[大厂实践] Pinterest 通用计算平台实践

Pinterest 平台团队开发实现了名为 PinCompute 的高性能通用计算平台，支持 Pinterest 的大量异构用例和服务。本文介绍了团队在开发这一平台过程中的经验和实践，对于其他平台团队来说，具有很好的参考意义。原文: PinCompute: A Kubernetes Backed General Purpose Compute Platform for Pinterest

https://unsplash.com/photos/a-group-of-blue-boxes-ZfVyuV8l7WU

概述

现代计算平台是加速创新和高效运行应用程序的基础。我们正在 Pinterest 发展自己的计算平台，为 90%的用例提供以应用为中心、完全托管的计算 API，通过平台敏捷性、扩缩容性以及更低的系统更新成本来加速创新，并在基于 Kubernetes 的计算平台上运行用户应用程序来提高效率。我们将这个下一代计算平台称为 PinCompute，愿景是让 PinCompute 运行 Pinterest 最关键的应用程序和服务。
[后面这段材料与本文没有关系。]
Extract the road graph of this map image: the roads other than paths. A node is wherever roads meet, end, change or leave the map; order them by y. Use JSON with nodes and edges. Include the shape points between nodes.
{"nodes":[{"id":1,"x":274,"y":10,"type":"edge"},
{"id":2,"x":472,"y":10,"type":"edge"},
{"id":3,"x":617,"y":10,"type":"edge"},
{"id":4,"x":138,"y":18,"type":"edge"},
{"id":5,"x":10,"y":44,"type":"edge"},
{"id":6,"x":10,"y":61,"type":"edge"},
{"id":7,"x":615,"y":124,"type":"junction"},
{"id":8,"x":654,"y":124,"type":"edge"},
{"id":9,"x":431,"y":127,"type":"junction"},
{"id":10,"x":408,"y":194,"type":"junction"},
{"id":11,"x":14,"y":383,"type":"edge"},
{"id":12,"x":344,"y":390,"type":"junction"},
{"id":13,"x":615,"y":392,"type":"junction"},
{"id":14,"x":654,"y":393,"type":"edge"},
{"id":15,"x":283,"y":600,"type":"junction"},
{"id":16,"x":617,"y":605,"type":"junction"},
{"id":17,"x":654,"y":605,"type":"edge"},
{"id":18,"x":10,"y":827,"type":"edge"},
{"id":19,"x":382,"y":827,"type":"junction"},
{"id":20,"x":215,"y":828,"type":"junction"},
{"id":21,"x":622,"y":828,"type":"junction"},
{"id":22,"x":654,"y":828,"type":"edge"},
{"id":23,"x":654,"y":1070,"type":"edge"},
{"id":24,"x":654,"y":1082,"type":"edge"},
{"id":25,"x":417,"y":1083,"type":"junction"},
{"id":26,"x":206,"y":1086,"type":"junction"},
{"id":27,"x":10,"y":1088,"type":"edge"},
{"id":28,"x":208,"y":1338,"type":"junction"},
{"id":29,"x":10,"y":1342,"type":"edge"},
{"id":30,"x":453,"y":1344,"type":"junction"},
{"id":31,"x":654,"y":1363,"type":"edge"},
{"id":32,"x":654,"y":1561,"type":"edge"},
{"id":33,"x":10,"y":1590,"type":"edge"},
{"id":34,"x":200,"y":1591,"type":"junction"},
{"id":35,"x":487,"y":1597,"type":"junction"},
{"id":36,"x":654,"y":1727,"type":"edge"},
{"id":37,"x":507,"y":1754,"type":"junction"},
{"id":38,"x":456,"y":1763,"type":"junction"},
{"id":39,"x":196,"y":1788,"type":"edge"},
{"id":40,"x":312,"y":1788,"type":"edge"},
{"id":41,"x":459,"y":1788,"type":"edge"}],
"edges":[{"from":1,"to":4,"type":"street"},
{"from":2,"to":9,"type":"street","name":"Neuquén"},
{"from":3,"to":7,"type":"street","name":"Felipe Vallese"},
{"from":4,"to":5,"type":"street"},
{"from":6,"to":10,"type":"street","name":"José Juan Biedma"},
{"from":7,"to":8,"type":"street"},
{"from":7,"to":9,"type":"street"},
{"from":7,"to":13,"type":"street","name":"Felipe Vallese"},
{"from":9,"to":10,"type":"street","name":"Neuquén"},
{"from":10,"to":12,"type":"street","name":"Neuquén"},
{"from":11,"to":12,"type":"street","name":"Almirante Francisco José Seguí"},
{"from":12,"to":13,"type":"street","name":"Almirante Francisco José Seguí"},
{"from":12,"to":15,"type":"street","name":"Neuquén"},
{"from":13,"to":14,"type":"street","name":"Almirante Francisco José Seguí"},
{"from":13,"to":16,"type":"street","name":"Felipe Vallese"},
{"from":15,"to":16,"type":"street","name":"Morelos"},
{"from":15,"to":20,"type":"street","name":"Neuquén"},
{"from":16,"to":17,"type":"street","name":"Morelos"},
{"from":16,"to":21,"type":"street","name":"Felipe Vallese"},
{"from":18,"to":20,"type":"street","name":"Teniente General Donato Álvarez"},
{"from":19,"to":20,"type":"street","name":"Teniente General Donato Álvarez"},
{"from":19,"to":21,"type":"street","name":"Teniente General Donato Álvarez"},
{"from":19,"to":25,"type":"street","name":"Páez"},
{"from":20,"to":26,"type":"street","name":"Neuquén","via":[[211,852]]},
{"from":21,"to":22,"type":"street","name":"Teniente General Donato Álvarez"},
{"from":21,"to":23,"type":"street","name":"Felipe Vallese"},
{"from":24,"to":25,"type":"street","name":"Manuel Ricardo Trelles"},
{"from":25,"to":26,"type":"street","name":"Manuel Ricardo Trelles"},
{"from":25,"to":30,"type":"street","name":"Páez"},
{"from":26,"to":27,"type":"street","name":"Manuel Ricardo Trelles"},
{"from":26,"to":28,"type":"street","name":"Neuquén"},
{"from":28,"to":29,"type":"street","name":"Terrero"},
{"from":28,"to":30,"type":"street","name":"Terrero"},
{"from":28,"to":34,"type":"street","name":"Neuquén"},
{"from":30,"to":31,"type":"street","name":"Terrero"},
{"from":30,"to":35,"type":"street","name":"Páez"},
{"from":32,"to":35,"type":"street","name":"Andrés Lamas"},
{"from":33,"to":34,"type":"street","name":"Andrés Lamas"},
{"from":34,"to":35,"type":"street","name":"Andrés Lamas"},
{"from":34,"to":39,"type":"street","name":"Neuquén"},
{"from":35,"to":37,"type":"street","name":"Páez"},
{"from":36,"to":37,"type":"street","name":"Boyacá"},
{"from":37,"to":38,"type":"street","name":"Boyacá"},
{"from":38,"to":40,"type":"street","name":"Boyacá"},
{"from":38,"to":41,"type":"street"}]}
PinCompute 与平台即服务(PaaS)云计算模型保持一致，抽象了管理基础设施和 Kubernetes 的繁重工作，使用户能够专注于其应用。PinCompute 利用云原生原理(包括容器、微服务和服务网格)改进了 Pinterest 架构，通过提供和管理不可变基础设施、操作系统升级和 Graviton 实例，降低了维护系统更新的成本，并通过将增强的调度功能应用于大型多租户 Kubernetes 集群(包括超额订阅、bin 压缩、资源分层)来节省成本。

本文将讨论 PinCompute 的原语、架构、控制平面和数据平面功能，并展示 PinCompute 为 Pinterest 的创新和效率所带来的价值。

架构

PinCompute 是建立在 Kubernetes 之上的区域性平台即服务(PaaS)，由一个主机 Kubernetes 集群(主机集群)和多个成员 Kubernetes 集群(成员集群)组成。主机集群运行区域联合控制平面，跟踪该区域的工作负载。成员集群是分区的，用于实际的工作负载运行。每个区域可以有多个成员集群，严格遵循云提供商定义的故障域，明确了平台的故障隔离和运行边界，确保可用性以及控制爆炸半径。所有成员集群在控制平面和数据平面功能之间共享标准的 Kubernetes 设置，并且支持异构功能(例如不同的工作负载类型和硬件选择)。PinCompute 支持多租户，运行不同团队和组织的各种类型的工作负载共享同一个平台，因此需要提供必要的隔离，以确保可以在租户之间安全有效的共享。

图 1: PinCompute 的高层架构

用户通过 Compute API 访问平台，对其工作负载执行操作。我们利用自定义资源(CR)来定义平台支持的工作负载类型，提供一系列工作负载编排功能，以各种形式支持批处理作业和长时间运行的服务。当工作负载被提交到平台时，首先通过主机集群的 Kubernetes API 进行持久化。然后，联邦控制平面将开始执行区域级别所需的工作负载管理任务，包括配额执行、工作负载分片和成员集群选择。然后，将工作负载分片分发到成员集群执行。成员集群控制平面由负责编排不同类型工作负载的内部和开源 operator 组合而成。联邦控制平面还从相应的成员集群中收集工作负载执行状态并聚合，以便通过 PinCompute API 消费。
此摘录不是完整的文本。